Guyanese-born Kenyan businessman (1958–2019)

Robert William Collymore (13 January 1958 – 1 July 2019) was a Guyanese-born Kenyan businessman who served as the chief executive officer at Safaricom, a multi-national telecommunications company based in Kenya.

==Early life and education==

Collymore was born in Guyana and raised by his grandparents there. At the age of 16, he moved to join his mother in the United Kingdom, attending Selhurst High School. Upon leaving school, he was offered a place at Warwick University, but had to turn this down as he was ineligible for funding.

==Career==

From 1993, Collymore worked in various positions in the telecommunications industry in the UK, including work for Cellnet, Dixons Retail and Vodafone UK. In 2003 he moved to Japan to manage the integration of J-Phone into the Vodafone Group.

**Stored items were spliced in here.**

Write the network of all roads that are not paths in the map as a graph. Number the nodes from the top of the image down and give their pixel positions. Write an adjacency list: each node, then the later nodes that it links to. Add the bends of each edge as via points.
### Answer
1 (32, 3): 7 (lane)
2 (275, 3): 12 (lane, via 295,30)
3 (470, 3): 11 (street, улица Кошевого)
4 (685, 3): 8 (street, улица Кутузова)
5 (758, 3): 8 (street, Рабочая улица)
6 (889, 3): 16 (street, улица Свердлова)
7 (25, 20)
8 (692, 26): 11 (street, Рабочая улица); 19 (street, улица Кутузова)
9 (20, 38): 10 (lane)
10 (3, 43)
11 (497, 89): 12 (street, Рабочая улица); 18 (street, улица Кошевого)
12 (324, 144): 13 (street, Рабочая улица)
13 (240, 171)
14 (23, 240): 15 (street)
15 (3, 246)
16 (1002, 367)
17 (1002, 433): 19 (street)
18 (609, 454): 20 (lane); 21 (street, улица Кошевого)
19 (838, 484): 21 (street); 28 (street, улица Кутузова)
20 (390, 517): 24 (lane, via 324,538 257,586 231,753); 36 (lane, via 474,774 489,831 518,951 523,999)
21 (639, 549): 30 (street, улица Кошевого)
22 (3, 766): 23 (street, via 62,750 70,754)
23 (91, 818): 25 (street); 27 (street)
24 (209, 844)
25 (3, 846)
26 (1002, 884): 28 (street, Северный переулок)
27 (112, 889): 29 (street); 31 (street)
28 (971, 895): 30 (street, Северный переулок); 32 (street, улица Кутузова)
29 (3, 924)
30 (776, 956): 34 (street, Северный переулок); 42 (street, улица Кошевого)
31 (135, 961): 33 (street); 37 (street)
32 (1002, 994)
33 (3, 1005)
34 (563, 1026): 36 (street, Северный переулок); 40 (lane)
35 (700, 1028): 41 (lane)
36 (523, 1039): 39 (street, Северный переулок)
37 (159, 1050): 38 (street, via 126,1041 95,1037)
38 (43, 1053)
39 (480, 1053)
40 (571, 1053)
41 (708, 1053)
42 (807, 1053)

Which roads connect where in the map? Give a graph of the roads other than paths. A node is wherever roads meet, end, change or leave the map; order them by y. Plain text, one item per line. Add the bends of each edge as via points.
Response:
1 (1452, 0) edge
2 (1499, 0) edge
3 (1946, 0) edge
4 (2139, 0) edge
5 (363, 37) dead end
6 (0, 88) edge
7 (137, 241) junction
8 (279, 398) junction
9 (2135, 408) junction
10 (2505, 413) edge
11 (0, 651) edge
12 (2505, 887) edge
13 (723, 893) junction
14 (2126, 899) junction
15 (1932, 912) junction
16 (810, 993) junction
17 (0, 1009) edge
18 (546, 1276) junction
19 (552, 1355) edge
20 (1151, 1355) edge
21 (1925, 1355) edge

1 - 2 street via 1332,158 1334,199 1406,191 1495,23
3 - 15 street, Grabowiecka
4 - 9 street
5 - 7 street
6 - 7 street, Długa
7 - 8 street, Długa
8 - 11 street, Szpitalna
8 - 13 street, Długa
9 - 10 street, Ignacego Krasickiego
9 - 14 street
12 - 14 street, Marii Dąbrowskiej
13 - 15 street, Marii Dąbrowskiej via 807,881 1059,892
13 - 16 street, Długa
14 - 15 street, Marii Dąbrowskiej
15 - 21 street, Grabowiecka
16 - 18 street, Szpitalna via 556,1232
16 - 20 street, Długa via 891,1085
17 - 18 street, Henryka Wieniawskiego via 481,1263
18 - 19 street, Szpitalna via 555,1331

In 2006 he became the Governance Director for Africa at Vodafone and subsidiary Safaricom. In 2010 he was appointed chief executive officer of Safaricom.

==Personal life==

Collymore married his third wife, Wambui Kamiru, an artist, on 1 April 2016 in an invitation-only wedding at an upmarket residence in Kitisuru, Nairobi. Collymore met Kamiru in Nairobi during a fundraiser for survivors of the Loreto Convent Msongari school bus crash that occurred in July 2011. She was part of the event in her capacity as an alumnus and Collymore was there representing Safaricom Foundation with fundraising. Collymore had two children during his second marriage, and became stepfather to his wife's children from her first marriage to Joseph Kinyua.

==Illness and death==

Collymore travelled to the United Kingdom in October 2017 to receive treatment for acute myeloid leukemia. He returned to Kenya in July 2018 to resume his duties as CEO of Safaricom while undergoing treatment. He died at his home on the morning of 1 July 2019.

==Awards==

Collymore was in 2012 awarded a Moran of the Order of the Burning Spear.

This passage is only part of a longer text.